Ayuso intenta que el Supremo mantenga oculto un informe clave sobre Madrid Network y los impagos de un macropréstamo de 80 millones

El Gobierno de Isabel Díaz Ayuso ha pedido al Tribunal Supremo que mantenga oculto un informe jurídico clave sobre Madrid Network, la asociación fundada a instancias de Esperanza Aguirre y cuyos impagos de un préstamo multimillonario otorgado en 2011 ya han provocado un agujero de 70 millones en las cuentas públicas regionales. Encargado en 2017 por el gabinete de Cristina Cifuentes a un prestigioso bufete, Uría Menéndez, el informe –y así constaba en el pliego de condiciones– había de indicar “cómo debería proceder la Comunidad de Madrid” para “asegurar sus legítimos intereses” en caso de impagos para la devolución de los 80 millones transferidos a Madrid Network cuando la entidad, opaca y que nunca ha presentado cuentas en el Registro de Asociaciones, estaba presidida por el consejero de Hacienda.

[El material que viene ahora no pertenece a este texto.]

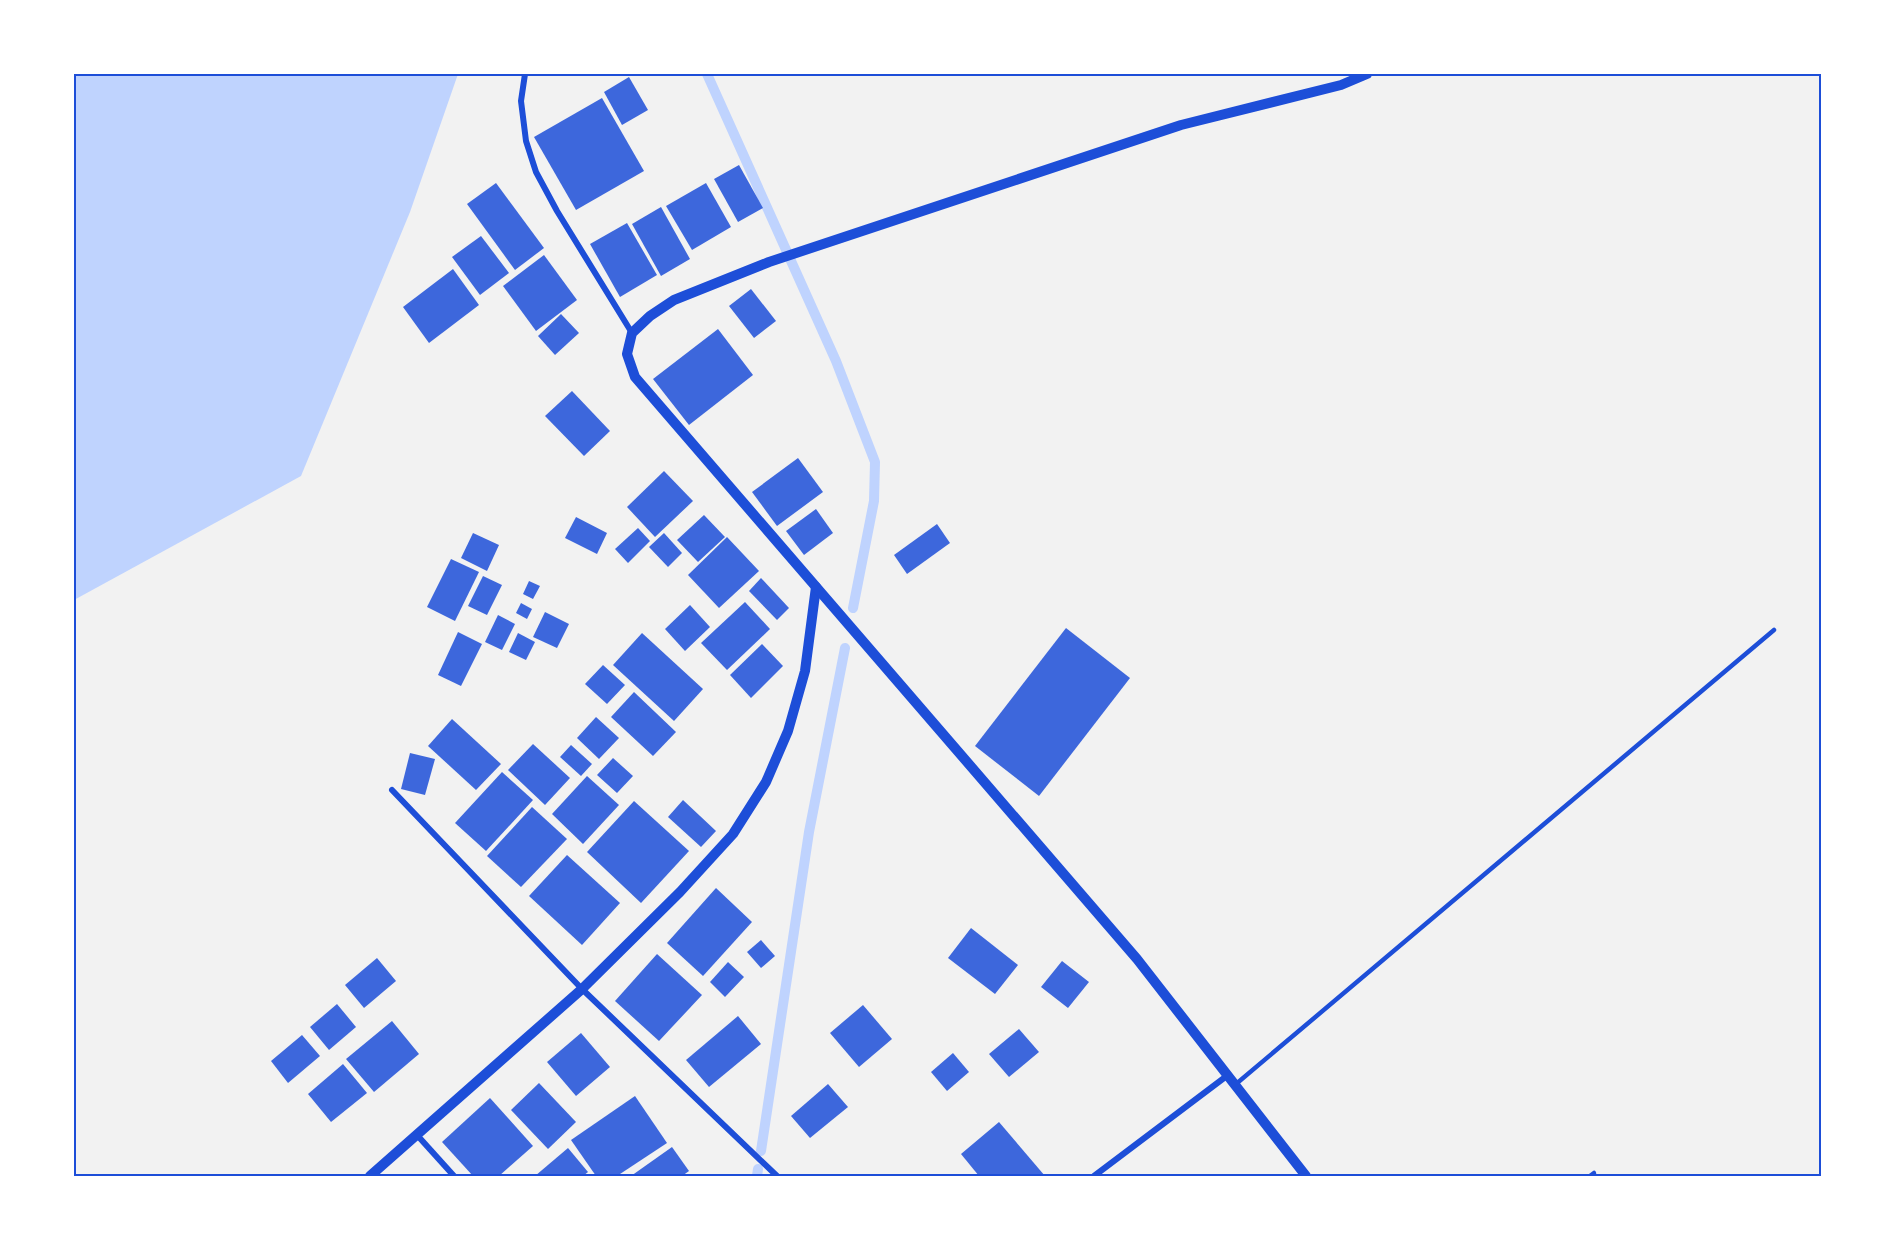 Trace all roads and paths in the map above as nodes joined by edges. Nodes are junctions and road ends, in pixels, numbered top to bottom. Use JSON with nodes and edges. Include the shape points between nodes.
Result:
{"nodes":[{"id":1,"x":525,"y":74,"type":"edge"},
{"id":2,"x":1367,"y":74,"type":"edge"},
{"id":3,"x":632,"y":333,"type":"junction"},
{"id":4,"x":816,"y":587,"type":"junction"},
{"id":5,"x":1774,"y":630,"type":"dead end"},
{"id":6,"x":392,"y":790,"type":"dead end"},
{"id":7,"x":582,"y":988,"type":"junction"},
{"id":8,"x":1228,"y":1076,"type":"junction"},
{"id":9,"x":1236,"y":1084,"type":"junction"},
{"id":10,"x":417,"y":1135,"type":"junction"},
{"id":11,"x":370,"y":1176,"type":"edge"},
{"id":12,"x":454,"y":1176,"type":"edge"},
{"id":13,"x":777,"y":1176,"type":"edge"},
{"id":14,"x":1095,"y":1176,"type":"edge"},
{"id":15,"x":1306,"y":1176,"type":"edge"}],
"edges":[{"from":1,"to":3,"type":"street","via":[[521,101],[526,141],[536,171]]},
{"from":2,"to":3,"type":"street","via":[[1341,85],[1181,125],[769,262],[674,300]]},
{"from":3,"to":4,"type":"street","via":[[627,354],[635,377]]},
{"from":4,"to":7,"type":"street","via":[[805,671],[788,731],[766,782],[733,834]]},
{"from":4,"to":8,"type":"street","via":[[1137,959]]},
{"from":5,"to":9,"type":"lane"},
{"from":6,"to":7,"type":"street"},
{"from":7,"to":10,"type":"street"},
{"from":7,"to":13,"type":"street"},
{"from":8,"to":9,"type":"street"},
{"from":8,"to":14,"type":"street"},
{"from":9,"to":15,"type":"street"},
{"from":10,"to":11,"type":"street"},
{"from":10,"to":12,"type":"street"}]}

Ayuso trabajó en el departamento de prensa de Madrid Network hasta que en 2011 logró un escaño.

El convenio que dejó esos 80 millones en manos de Madrid Network prevé su resolución anticipada en caso de impago. Pero hasta ahora, el Gobierno madrileño no ha dado ningún paso para cancelar el acuerdo, cuya vigencia expira el año que viene. Y aunque portavoces autorizados deslizaron hace meses que había en marcha una demanda, tampoco hasta hoy se ha verificado ninguna actuación judicial de la Comunidad contra Madrid Network. La asociación suscribió de forma discrecional 47 préstamos con empresas que, en ciertos casos, no solo no devolvieron los fondos sino que se esfumaron literalmente del mapa.

Entre los beneficiarios de préstamos jamás devueltos figuran entidades directamente vinculadas a antiguos altos cargos de la etapa de Aguirre y de su sucesor, Ignacio González: la primera, una asociación que entonces presidía el exconsejero de Sanidad Manuel Lamela, el dirigente que acusó en falso a los médicos de Urgencias del hospital Severo Ochoa de sedaciones irregulares y homicidios; y dos empresas dirigidas por Ildefonso de Miguel, mano derecha de Ignacio González. De esos dos últimos préstamos, uno sigue pendiente de pago.

Al recibir esos 80 millones para su distribución entre sus empresas “asociadas” como préstamos a bajo interés, Madrid Network se comprometía a ir devolviendo en plazos el dinero al Ejecutivo regional para que este, a su vez, se lo reintegrara al Ministerio de Ciencia. La asociación solo ha devuelto 10,9 millones, con lo que ya ha provocado un agujero de más de 70 millones en las cuentas madrileñas. Y ello porque la Comunidad de Madrid sí ha ido abonando cada año el importe pactado en 2011 con el Ministerio.

Un informe “trascendental”

La sentencia cuya anulación, como ha adelantado la Cadena Ser, busca ahora el Gobierno de Aguirre fue dictada el pasado 21 de abril por Sección Octava de la Sala de lo Contencioso del Tribunal Superior de Justicia de Madrid (TSJM).

Al igual que en un contencioso previo –aquel por el que la Comunidad pretendía mantener también en secreto las memorias anuales de Madrid Network–, el TSJM ha tumbado la negativa a facilitar el informe de Uría Menéndez al periodista de la Cadena Ser que en 2022 solicitó acceso al documento en aplicación de la Ley de Transparencia. El Consejo de Transparencia aceptó la solicitud de la SER pero el Gobierno se negó a facilitarle el informe y acudió al TSJM.

En lo que respecta a las memorias anuales, el Supremo ni siquiera admitió a trámite el recurso de casación de la Comunidad de Madrid. Lo previsible es que, dada la jurisprudencia sobre acceso público a documentos, haga esta vez lo mismo.

El argumento esgrimido ahora por el Gobierno de Ayuso para seguir guardando bajo llave el informe del citado bufete se resume así: que se trata de un informe de apoyo que no obliga a cumplir lo que sus autores propongan. En su sentencia, el TSJM subraya que, como paradójicamente expuso el letrado de la Asamblea de Madrid –institución con mayoría absoluta del PP y representante del Consejo de Transparencia, parte opuesta a la Comunidad de Madrid en este caso–, “si una Administración solicita un informe jurídico a un despacho de abogados prescindiendo del parecer de sus propios servicios jurídicos, ello no puede tener otro motivo que fundar su decisión en el citado informe por considerar que el mismo tiene carácter trascendental”.